> [Saved data entries]:
· · · ·
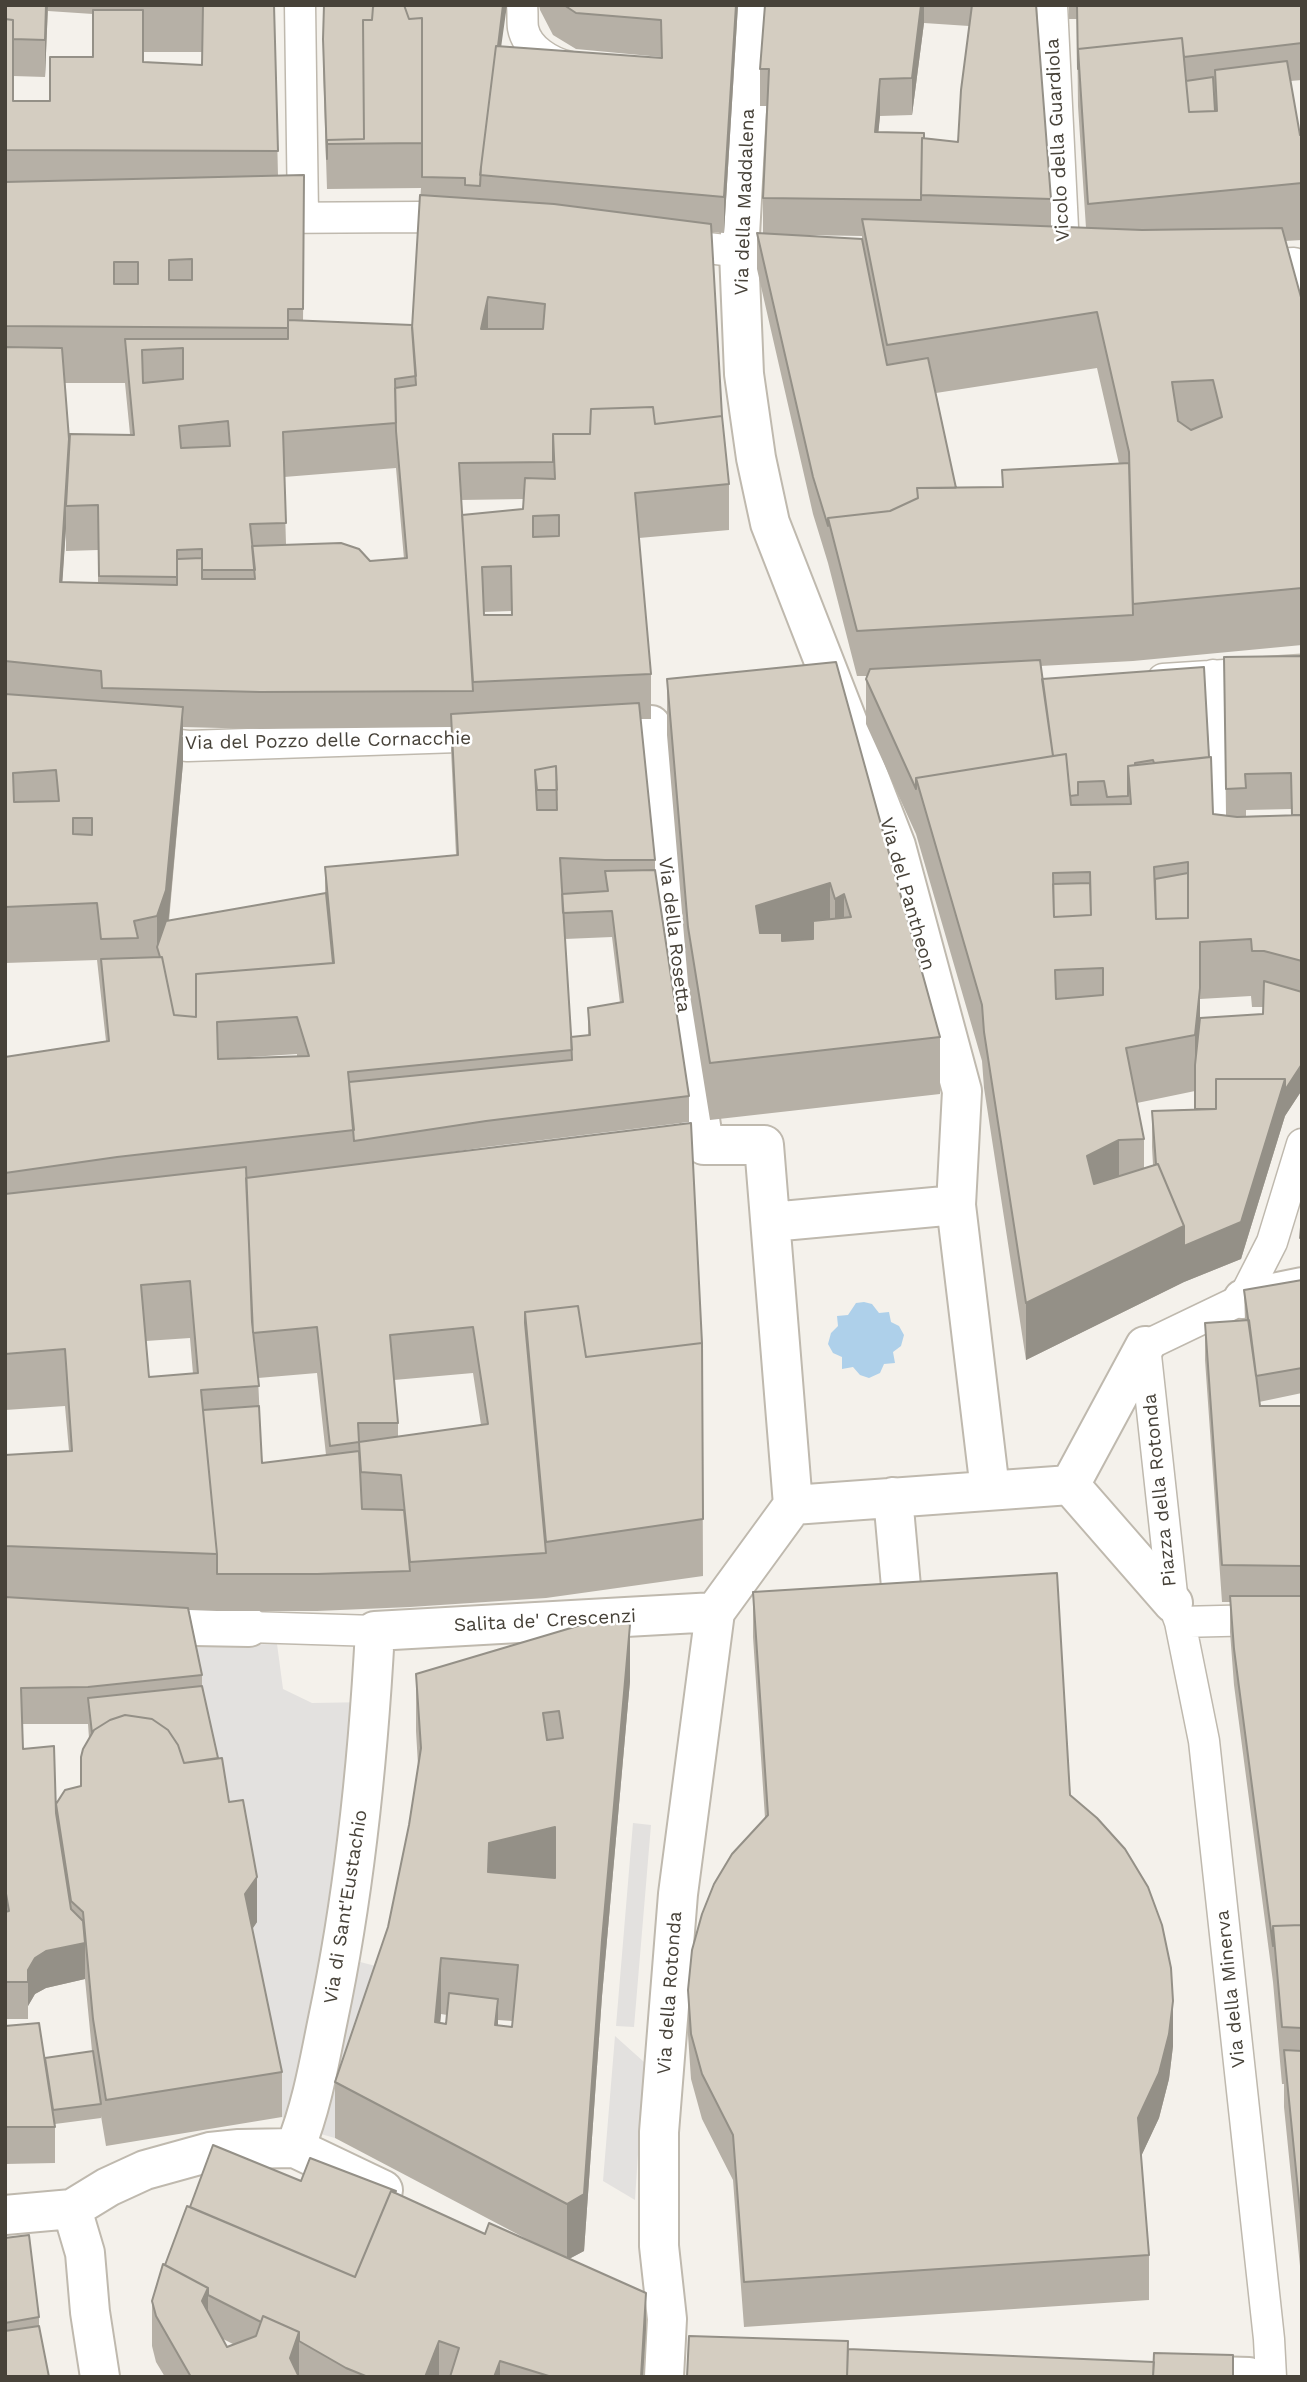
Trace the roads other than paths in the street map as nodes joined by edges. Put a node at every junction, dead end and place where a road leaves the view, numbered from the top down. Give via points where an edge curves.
1 (300, 5) edge
2 (522, 5) edge
3 (753, 5) edge
4 (1052, 5) edge
5 (600, 72) edge
6 (238, 218) edge
7 (303, 218) junction
8 (488, 223) edge
9 (647, 240) edge
10 (739, 253) junction
11 (793, 256) edge
12 (1227, 267) edge
13 (1065, 274) edge
14 (1302, 291) edge
15 (1302, 670) edge
16 (1213, 676) junction
17 (1130, 681) edge
18 (841, 705) joint
19 (651, 725) dead end
20 (517, 734) edge
21 (123, 739) edge
22 (1246, 856) edge
23 (1302, 1144) edge
24 (956, 1205) junction
25 (771, 1222) junction
26 (1302, 1287) edge
27 (1243, 1299) junction
28 (1145, 1346) junction
29 (1070, 1485) junction
30 (990, 1490) junction
31 (893, 1497) junction
32 (793, 1505) junction
33 (715, 1612) junction
34 (1177, 1613) junction
35 (1302, 1619) edge
36 (904, 1620) edge
37 (102, 1624) edge
38 (249, 1628) joint
39 (374, 1631) junction
40 (309, 2155) junction
41 (409, 2202) edge
42 (72, 2209) junction
43 (5, 2215) edge
44 (630, 2302) edge
45 (667, 2319) junction
46 (698, 2350) edge
47 (1153, 2374) edge
48 (100, 2377) edge
49 (664, 2377) edge
50 (1249, 2377) edge
51 (1271, 2377) edge

1 - 7 lane
2 - 5 lane via 524,32 539,53 562,65
3 - 10 street, Via della Maddalena
4 - 13 lane, Vicolo della Guardiola
6 - 7 lane
7 - 8 lane via 421,217
9 - 10 lane
10 - 11 lane
10 - 18 street, Via della Maddalena via 744,374 770,523
12 - 14 lane via 1294,263
15 - 16 lane
16 - 17 lane
16 - 22 lane via 1220,856
18 - 24 street, Via del Pantheon via 896,846 962,1091
19 - 25 street, Via della Rosetta via 692,1145 764,1145
20 - 21 lane, Via del Pozzo delle Cornacchie via 188,746
23 - 27 lane via 1272,1242
24 - 25 street
24 - 30 street
25 - 32 street
26 - 27 street
27 - 28 lane
28 - 29 street, Piazza della Rotonda
28 - 34 lane, Piazza della Rotonda
29 - 30 street
29 - 34 street, Piazza della Rotonda
30 - 31 street
31 - 32 street
31 - 36 street
32 - 33 street
33 - 39 street, Salita de' Crescenzi
33 - 45 street, Via della Rotonda via 680,1881 659,2132 659,2246
34 - 35 lane
34 - 51 lane, Via della Minerva via 1204,1741
37 - 38 street
38 - 39 lane
39 - 40 street, Via di Sant'Eustachio via 369,1740 352,1888 310,2109
40 - 41 street
40 - 42 street via 210,2152 145,2169
42 - 43 street
42 - 48 street via 85,2253
44 - 45 street
45 - 46 street via 680,2327
45 - 49 street, Via della Rotonda
47 - 50 street

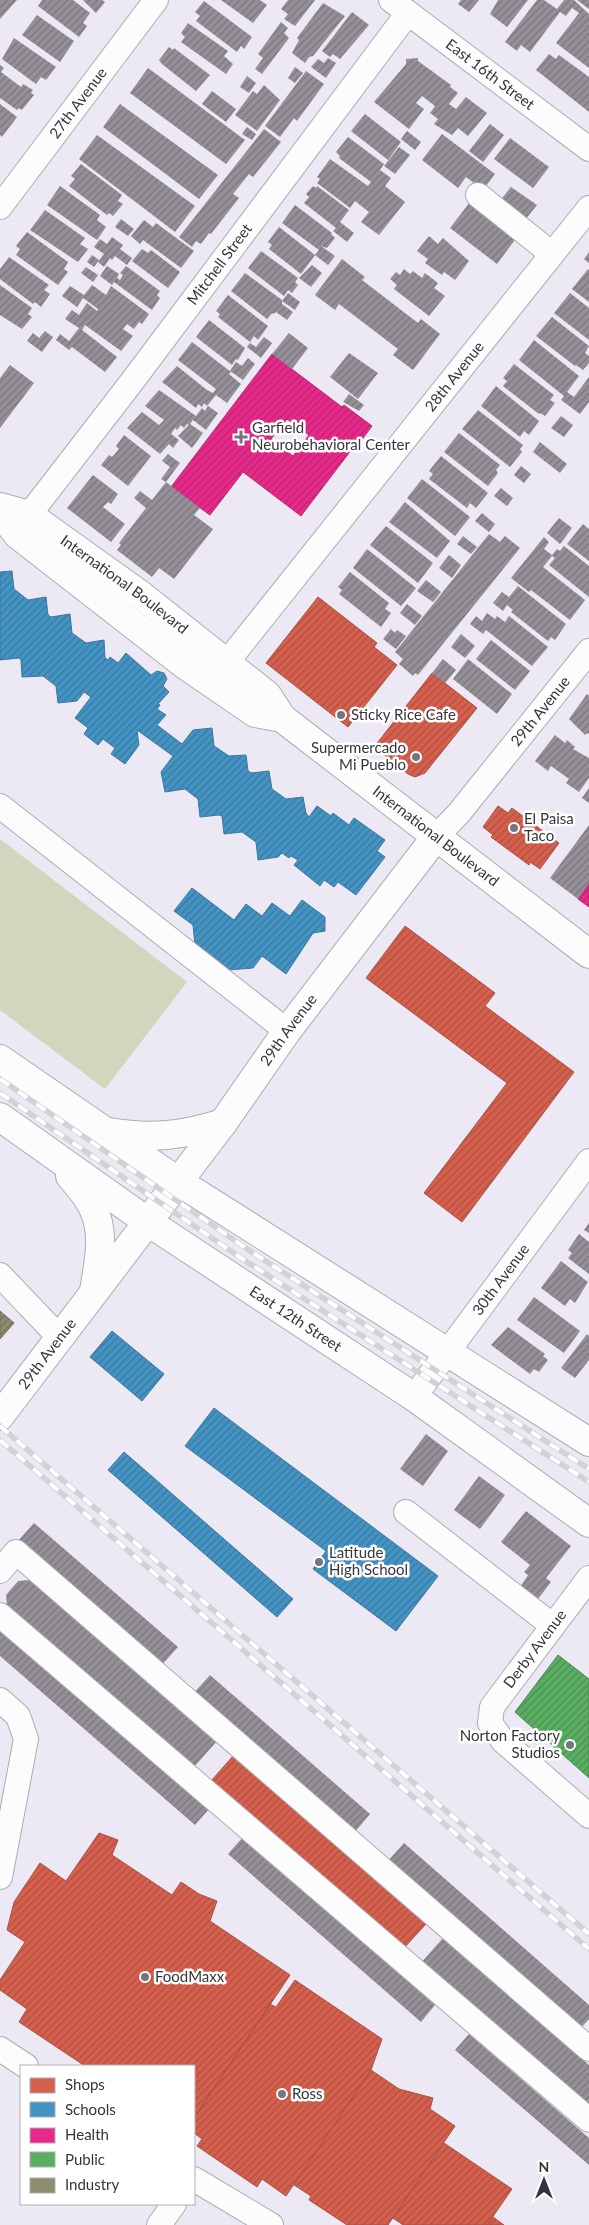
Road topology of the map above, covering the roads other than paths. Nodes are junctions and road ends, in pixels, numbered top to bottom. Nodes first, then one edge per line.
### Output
1 (156, 0) edge
2 (399, 6) edge
3 (589, 148) edge
4 (478, 195) dead end
5 (0, 207) edge
6 (589, 208) edge
7 (552, 254) junction
8 (0, 507) edge
9 (0, 512) edge
10 (29, 515) junction
11 (589, 651) edge
12 (227, 662) junction
13 (282, 718) junction
14 (0, 806) edge
15 (435, 838) junction
16 (589, 954) edge
17 (287, 1031) junction
18 (0, 1059) edge
19 (0, 1118) edge
20 (223, 1123) junction
21 (105, 1131) junction
22 (54, 1155) junction
23 (589, 1161) edge
24 (179, 1182) junction
25 (148, 1222) junction
26 (0, 1275) edge
27 (94, 1294) junction
28 (60, 1338) junction
29 (448, 1351) junction
30 (414, 1397) junction
31 (0, 1416) edge
32 (589, 1442) edge
33 (406, 1512) dead end
34 (589, 1523) edge
35 (0, 1571) edge
36 (589, 1578) edge
37 (0, 1614) edge
38 (553, 1626) junction
39 (0, 1700) edge
40 (589, 1816) edge
41 (0, 1877) edge
42 (0, 2049) edge
43 (589, 2049) edge
44 (24, 2065) edge
45 (589, 2120) edge
46 (195, 2180) edge
47 (173, 2205) edge
48 (159, 2225) edge
49 (271, 2225) edge

1 - 5 street, 27th Avenue
2 - 3 street, East 16th Street
2 - 10 street, Mitchell Street
4 - 7 street
6 - 7 street, 28th Avenue
7 - 12 street, 28th Avenue
8 - 10 main road, International Boulevard
9 - 13 main road, International Boulevard
10 - 12 main road, International Boulevard
11 - 15 street, 29th Avenue
12 - 13 main road, International Boulevard
13 - 15 main road, International Boulevard
14 - 17 street
15 - 16 main road, International Boulevard
15 - 17 main road, 29th Avenue
17 - 20 main road, 29th Avenue
18 - 21 main road
19 - 22 main road, East 12th Street
20 - 21 main road
20 - 24 main road, 29th Avenue
21 - 24 main road
22 - 25 main road, East 12th Street
22 - 27 main road
23 - 29 street, 30th Avenue
24 - 25 main road, 29th Avenue
24 - 29 main road
25 - 27 main road, 29th Avenue
25 - 30 main road, East 12th Street
26 - 28 street
27 - 28 main road, 29th Avenue
28 - 31 main road, 29th Avenue
29 - 30 street, 30th Avenue
29 - 32 main road
30 - 34 main road, East 12th Street
33 - 38 street
35 - 43 street
36 - 38 street, Derby Avenue
37 - 45 street
38 - 40 street, Derby Avenue
39 - 41 street
42 - 44 street
46 - 49 street
47 - 48 street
· · · ·
> [WHAT IS EXPECTED]: The lines that mention the word "Maddalena" should be pulled from the records above.

> [EXERCISE RESULT]:
3 - 10 street, Via della Maddalena
10 - 18 street, Via della Maddalena via 744,374 770,523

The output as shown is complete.